Apa yang terjadi? Sebenarnya begitu ingin aku bertanya sejak pertama
menatap raut wajahnya yang menyiratkan keletihan malam itu. Namun ia
selalu mengalihkan pembicaraan ke hal-hal lain. Mengomentari
status-status facebook-ku yang katanya suka 'ada-ada saja' namun selalu
humanis, rasa irinya padaku dan T (teman facebook-ku) yang
nyaman saja bepergian bersama dengan kendaraan umum menjelajahi
tempat-tempat rekreasi di Jakarta (yang setelah itu disertai dengan
pamer foto-foto), atau ceritanya tentang perilaku anak-anak, cuaca, dan
kemacetan yang makin jahanam.
Malam bertukar shift dengan dini hari. Sudah lebih berjam-jam kami duduk di emperan sebuah cafe yang sudah tutup. Ia bertanya ke mana aku akan pulang, apa pekerjaanku sekarang, tapi tidak pernah bertanya tentang hal pribadi. Itu yang membuatku sungkan mengulik hal yang sama darinya. Aku mendekap lengan kirinya. Entah rokok ke berapa yang saat itu menyala, terselip di jemari tangan kanannya. Aku tidak suka asap rokok. Tapi aku jarang keberatan kalau harus berada di antara perokok. Terutama kalau dengan begitu aku jadi bisa menemukan perbincangan menarik. Tapi alasan itu tidak pernah berhasil membujukku menjadi seorang perokok aktif.

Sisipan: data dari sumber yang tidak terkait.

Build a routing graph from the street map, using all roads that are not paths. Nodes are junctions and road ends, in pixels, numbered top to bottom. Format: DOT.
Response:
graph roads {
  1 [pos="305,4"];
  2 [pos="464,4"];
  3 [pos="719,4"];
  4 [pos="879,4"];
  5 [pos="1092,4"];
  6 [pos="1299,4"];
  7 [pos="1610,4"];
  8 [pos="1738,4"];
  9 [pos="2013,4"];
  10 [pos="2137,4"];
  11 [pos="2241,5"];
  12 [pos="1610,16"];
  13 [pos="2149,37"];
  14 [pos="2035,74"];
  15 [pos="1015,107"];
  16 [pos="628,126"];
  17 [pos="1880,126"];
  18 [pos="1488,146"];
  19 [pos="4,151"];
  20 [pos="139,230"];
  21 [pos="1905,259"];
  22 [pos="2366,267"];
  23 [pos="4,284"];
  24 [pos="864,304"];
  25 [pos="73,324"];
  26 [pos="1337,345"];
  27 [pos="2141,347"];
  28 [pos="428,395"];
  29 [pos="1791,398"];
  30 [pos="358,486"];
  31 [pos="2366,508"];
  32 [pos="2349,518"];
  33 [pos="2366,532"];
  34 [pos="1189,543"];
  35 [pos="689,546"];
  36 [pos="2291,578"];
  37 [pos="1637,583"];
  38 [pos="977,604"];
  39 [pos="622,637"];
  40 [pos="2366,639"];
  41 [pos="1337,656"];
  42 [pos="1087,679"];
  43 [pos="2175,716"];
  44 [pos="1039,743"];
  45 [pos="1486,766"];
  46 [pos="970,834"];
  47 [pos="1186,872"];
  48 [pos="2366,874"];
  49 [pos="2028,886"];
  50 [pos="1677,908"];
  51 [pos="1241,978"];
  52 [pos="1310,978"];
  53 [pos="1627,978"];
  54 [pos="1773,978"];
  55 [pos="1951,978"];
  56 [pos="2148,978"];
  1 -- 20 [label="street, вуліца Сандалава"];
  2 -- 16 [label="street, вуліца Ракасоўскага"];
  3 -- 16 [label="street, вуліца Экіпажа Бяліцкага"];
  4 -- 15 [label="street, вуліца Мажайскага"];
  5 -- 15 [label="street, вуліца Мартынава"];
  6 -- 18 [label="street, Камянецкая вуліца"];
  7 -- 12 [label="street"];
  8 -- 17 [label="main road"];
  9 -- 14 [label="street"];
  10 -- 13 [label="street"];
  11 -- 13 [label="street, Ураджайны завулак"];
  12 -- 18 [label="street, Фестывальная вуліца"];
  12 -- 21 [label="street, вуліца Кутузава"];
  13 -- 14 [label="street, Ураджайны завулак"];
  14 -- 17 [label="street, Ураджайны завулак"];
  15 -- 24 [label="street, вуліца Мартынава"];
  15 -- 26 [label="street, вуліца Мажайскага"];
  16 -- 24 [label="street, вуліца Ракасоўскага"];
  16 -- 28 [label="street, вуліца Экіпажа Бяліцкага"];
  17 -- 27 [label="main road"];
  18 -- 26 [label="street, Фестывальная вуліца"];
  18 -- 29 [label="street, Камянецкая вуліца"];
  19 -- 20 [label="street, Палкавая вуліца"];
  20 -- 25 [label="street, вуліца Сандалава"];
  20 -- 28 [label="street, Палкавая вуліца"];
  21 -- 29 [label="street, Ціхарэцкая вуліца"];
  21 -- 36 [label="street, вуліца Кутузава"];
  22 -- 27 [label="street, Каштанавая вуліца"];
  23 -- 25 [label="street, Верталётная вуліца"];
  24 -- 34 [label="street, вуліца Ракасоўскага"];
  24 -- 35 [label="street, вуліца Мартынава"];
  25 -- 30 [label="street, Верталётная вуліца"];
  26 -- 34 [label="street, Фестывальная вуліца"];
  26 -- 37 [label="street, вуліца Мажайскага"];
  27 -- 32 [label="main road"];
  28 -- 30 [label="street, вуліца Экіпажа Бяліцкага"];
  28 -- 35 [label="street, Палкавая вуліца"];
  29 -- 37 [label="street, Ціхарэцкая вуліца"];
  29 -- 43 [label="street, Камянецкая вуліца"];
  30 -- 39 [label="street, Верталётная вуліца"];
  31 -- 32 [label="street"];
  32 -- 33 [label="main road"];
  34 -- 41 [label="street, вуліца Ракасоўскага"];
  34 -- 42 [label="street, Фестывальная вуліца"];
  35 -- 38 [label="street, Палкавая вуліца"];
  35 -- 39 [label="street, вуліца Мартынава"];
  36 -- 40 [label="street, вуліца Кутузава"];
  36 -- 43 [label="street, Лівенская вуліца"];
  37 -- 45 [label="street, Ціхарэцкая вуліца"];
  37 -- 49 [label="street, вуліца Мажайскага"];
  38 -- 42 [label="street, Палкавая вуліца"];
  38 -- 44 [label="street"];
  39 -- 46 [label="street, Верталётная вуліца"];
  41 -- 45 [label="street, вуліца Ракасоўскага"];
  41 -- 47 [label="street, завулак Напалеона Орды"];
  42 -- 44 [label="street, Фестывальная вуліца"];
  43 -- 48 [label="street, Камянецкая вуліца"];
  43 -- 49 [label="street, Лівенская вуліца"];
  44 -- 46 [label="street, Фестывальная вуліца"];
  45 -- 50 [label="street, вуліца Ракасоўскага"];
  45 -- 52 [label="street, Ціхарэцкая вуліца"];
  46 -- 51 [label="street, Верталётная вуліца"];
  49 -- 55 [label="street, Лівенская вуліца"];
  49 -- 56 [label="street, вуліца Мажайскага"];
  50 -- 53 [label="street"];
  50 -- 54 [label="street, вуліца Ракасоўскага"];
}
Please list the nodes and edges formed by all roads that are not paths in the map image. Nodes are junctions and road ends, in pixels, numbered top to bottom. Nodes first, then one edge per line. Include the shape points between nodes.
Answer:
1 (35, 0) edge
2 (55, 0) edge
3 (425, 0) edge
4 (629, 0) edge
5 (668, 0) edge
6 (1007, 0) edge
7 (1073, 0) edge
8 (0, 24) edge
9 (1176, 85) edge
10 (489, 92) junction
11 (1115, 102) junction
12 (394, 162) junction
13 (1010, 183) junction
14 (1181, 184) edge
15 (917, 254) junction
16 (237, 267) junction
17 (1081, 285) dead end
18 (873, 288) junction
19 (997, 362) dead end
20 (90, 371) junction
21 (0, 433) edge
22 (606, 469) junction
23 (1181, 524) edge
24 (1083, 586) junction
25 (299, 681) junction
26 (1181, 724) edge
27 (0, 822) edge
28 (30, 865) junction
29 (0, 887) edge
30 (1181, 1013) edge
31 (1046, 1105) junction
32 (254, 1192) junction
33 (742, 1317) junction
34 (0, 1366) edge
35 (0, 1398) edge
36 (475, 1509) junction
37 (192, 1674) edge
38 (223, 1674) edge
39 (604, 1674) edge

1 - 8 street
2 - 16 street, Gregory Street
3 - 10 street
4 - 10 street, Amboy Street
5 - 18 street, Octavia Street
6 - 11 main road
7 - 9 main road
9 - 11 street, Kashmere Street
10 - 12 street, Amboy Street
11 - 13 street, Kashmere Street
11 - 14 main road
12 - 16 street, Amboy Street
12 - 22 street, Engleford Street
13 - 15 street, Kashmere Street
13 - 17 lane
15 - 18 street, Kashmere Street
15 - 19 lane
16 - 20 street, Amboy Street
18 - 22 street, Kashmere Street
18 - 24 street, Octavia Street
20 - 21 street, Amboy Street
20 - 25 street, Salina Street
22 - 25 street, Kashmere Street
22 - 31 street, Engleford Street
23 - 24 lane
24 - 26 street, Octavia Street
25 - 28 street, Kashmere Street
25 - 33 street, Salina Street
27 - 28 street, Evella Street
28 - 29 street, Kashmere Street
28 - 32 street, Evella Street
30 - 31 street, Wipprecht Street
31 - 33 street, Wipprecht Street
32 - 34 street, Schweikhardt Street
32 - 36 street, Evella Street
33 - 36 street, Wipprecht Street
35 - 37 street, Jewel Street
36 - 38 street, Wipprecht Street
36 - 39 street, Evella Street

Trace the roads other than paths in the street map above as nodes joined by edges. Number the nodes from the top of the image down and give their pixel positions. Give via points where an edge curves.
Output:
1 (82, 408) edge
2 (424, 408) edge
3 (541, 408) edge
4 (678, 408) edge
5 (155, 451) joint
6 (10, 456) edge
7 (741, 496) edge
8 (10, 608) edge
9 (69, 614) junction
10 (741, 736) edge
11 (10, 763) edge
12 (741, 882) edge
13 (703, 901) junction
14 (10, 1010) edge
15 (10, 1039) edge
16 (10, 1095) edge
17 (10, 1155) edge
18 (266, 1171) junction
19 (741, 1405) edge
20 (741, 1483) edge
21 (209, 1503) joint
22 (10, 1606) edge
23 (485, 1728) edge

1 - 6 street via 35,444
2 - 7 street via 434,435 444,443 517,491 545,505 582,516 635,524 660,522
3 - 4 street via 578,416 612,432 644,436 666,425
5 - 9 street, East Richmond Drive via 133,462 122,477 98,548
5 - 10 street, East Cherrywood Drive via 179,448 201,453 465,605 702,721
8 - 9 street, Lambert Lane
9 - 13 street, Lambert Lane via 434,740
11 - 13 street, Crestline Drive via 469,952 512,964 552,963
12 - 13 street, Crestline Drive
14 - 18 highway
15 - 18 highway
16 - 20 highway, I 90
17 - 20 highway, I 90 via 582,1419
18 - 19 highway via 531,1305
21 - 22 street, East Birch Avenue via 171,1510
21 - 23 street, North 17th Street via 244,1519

Just believe in your intuition. Itulah spiritualitas. Spiritualitas adalah jalan mendengarkan hati nurani. Hati nurani adalah suara ilahiah, tuhan, setan, jin, malaikat, atau dengan apapun orang menyebutnya. Ia adalah 'sosok lain' dalam diri manusia yang selalu mengatakan hal yang seharusnya: kebenaran. Jika seseorang hidup untuk membela kebohongan, akan ada sisi lain dari dirinya, sekecil apapun, yang akan memprotes. Kalau keadaan seperti ini dibiarkan berlangsung terus, kita akan mendapati seseorang yang selalu gelisah, penuh amarah. Cerminan dari peperangan yang berlangsung abadi dalam dirinya.
Aku tidak yakin ke mana arah pembicaraannya awalnya. Ini bukan topik baru dan menarik bagiku. Aku sudah mendengarnya ribuan kali dari para guru dan orang bijak. Kesanku akan teori spiritualitas sudah mendekati titik jenuh. Berkali-kali ia bertanya apakah aku mengerti yang ia katakan. Aku hanya mengangguk-angguk namun ekspresiku mungkin tak begitu meyakinkan. Sebenarnya aku sedang berusaha merangkai potongan-potongan kisah yang mungkin terselip dalam pesan-pesan persuasif tadi. Berharap menemukan hal baru di dalam kepungan memori lama. Orang yang menderita karena seseorang tapi tak ingin mengakuinya akan memilih cara ini. Aku pernah mengalaminya. Setiap kali kamu bercerita tentang kemalanganmu, kamu akan menyamarkan nama tokohnya. Atau memberinya peran protagonis nan lugu. Atau memberi kesan itu bukan cerita yang dialaminya sendiri.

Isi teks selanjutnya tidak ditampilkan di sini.